User`s guide

9 Comparing XML Files

9-10

How the Matching Algorithm Works

In this section...

“Why Do I See Unexpected Results?” on page 9-10

“How the Chawathe Algorithm Works” on page 9-10

“Why Use a Heuristic Algorithm?” on page 9-12

“Examples of Unexpected Results” on page 9-12

Why Do I See Unexpected Results?

The core of the XML file comparison engine is Chawathe’s matching algorithm. This

matching algorithm is a heuristic method based on a scoring system. This means that

comparison results could be unexpected when many elements in each document are very

similar.

See the following sections for some examples.

How the Chawathe Algorithm Works

XML text documents are hierarchical data structures. Users can insert, delete, or reorder

elements, modify their contents, or move elements across different parts of the hierarchy.
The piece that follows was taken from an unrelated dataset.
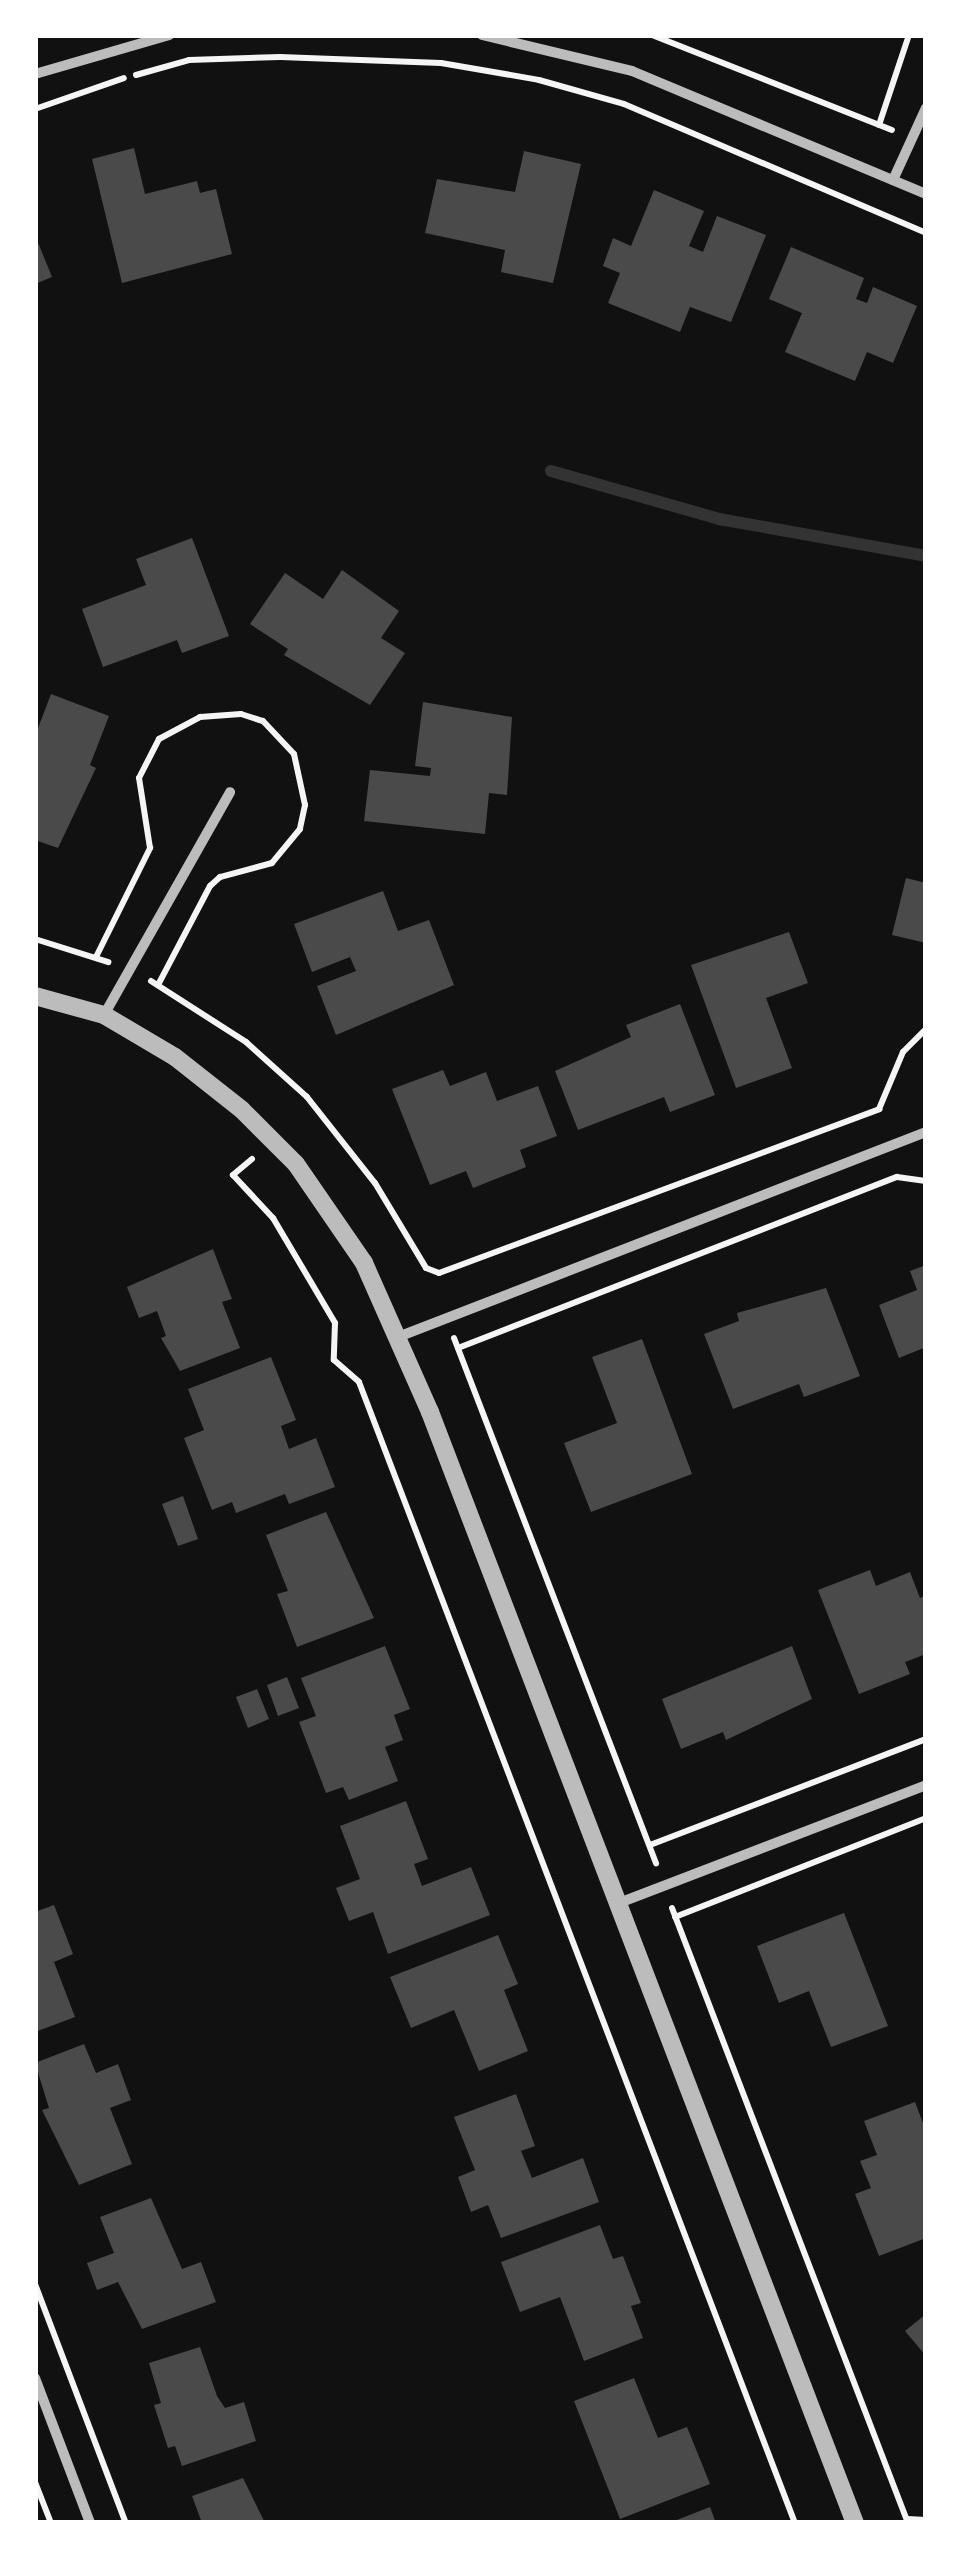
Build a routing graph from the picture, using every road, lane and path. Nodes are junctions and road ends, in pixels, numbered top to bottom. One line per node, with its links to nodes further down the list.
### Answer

The Chawathe algorithm can detect these different types of changes within the hierarchy

of the document. As with conventional text differencing utilities, the Chawathe algorithm

detects local text that is added, deleted, or changed, and additionally can prepare an

edit script that can be used to create a report of the hierarchical location of detected

differences.

The Chawathe algorithm attempts to match elements that are of the same category.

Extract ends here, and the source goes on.